Le criptovalute sono ormai parte del nostro quotidiano e tanti cittadini si chiedono cosa succede se non vengono dichiarate al Fisco.
Ad oggi le criptovalute suscitano tantissima attenzione soprattutto perché godono di un sistema finanziario decentralizzato. Questo permette alle persone di gestire autonomamente le proprie risorse e accedere a servizi finanziari senza doversi affidare a un intermediario e senza sottostare a limiti imposti dal governo. Nonostante ciò queste devono essere dichiarate visto che sono costantemente monitorate: cosa succede in caso contrario.
Ad oggi dichiarare o non dichiarare le criptovalute in un contesto normativo incerto è un dilemma che molti contribuenti italiani nel settore si trovano ad affrontare. Con l’aumentare della popolarità delle criptovalute bisogna comprendere le implicazioni fiscali e stabilire se la dichiarazione sia un passo necessario. Sono tre le ragioni chiave per cui la dichiarazione delle criptovalute può essere consigliata da molti esperti del settore, che così potranno mettersi al rifugio da futuri rischi di sanzione da parte dell’Agenzia delle entrate.

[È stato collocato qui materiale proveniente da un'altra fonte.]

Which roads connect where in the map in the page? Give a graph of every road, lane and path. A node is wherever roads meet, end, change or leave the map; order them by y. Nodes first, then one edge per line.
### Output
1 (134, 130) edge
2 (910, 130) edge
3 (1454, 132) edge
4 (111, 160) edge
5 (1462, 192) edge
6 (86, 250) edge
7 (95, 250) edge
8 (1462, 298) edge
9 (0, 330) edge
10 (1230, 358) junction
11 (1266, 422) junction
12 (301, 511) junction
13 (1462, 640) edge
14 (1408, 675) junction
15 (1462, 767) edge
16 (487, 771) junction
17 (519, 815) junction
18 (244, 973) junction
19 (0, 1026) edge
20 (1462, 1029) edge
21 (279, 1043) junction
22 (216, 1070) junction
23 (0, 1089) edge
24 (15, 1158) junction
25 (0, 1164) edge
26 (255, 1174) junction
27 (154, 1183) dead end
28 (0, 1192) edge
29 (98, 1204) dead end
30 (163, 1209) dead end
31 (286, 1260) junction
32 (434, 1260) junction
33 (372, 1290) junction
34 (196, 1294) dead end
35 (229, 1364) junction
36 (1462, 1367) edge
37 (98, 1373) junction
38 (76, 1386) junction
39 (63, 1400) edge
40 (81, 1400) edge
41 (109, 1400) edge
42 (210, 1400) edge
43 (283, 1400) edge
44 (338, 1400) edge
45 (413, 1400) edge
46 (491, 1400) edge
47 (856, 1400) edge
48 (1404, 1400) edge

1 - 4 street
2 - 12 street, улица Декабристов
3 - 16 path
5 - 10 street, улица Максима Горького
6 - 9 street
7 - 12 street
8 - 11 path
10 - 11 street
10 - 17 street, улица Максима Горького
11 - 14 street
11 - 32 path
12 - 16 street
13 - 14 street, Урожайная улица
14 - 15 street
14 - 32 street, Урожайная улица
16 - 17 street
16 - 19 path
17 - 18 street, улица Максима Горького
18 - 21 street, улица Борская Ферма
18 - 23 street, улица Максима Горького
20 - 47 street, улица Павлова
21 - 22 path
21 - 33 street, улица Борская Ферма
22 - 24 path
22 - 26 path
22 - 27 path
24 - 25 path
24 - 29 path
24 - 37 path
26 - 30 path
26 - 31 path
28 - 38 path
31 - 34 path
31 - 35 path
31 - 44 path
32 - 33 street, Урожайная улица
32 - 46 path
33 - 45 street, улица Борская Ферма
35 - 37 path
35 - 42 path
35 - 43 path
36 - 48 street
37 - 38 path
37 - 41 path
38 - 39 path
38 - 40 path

Infatti l’interpretazione della normativa sulle criptovalute in Italia può variare, allo stesso tempo è essenziale riconoscere che molte piattaforme di scambio e centralizzate operano da paesi esteri. Indipendentemente dalla classificazione delle criptovalute come valute estere o asset immateriali, sono considerate attività finanziarie o patrimoniali detenute all’estero. Secondo l’articolo 4 del decreto legislativo 167/90, questo le colloca sotto l’Obbligo di Monitoraggio. Quindi la dichiarazione rientra in questi asset e va messo nell’RW della dichiarazione dei redditi.
Criptovalute, attenzione al Fisco: perché dichairarle e cosa potrebbe succedere al contrario
Con l’entrata in vigore del registro OAM per i prestatori di servizi di valuta virtuale dal 18/5/22, gli exchange e i provider di wallet custodial sono obbligati a condividere dati chiave con le istituzioni ogni trimestre. La prospettiva futura potrebbe vedere l’incrocio di questi dati con le dichiarazioni dei contribuenti, rendendo difficile ignorare la detenzione di criptovalute e le transazioni verso i wallet non custodial. La trasparenza è la chiave per evitare possibili controlli futuri.
Proprio in un ambiente normativo complesso, la tenuta di registri accurati delle transazioni è essenziale. Mantenere una traccia dettagliata delle operazioni con criptovalute può proteggere dai controlli fiscali, che potrebbero estendersi su un arco temporale significativo. La memoria umana può essere fallace. Quindi ciò che potrebbe sembrare irrilevante oggi potrebbe essere rilevante in futuro. La consapevolezza costante delle proprie attività finanziarie digitali è un elemento chiave per evitare possibili inconvenienti. Inoltre è importante sapere cosa potrebbe succedere nel caso in cui non vengano dichiarate.
Ad oggi sappiamo che l’omessa o irregolare compilazione del quadro RW prevede una sanzione dal 3% al 15% del valore dei possedimenti non dichiarati. Allo stesso tempo però nel caso in cui la dichiarazione sia presentata entro 90 giorni dal termine, la sanzione applicata ammonta intorno ai 258 euro. Ad ogni modo il consiglio è sempre quello di dichiarare anche se si è in possesso di criptovalute nel caso in cui si possieda un wallet, visto che comunque dichiarare non vuol dire pagarci le imposte visto che il modulo RW non ha natura reddituale e quindi non costituisce base per ulteriori imposte.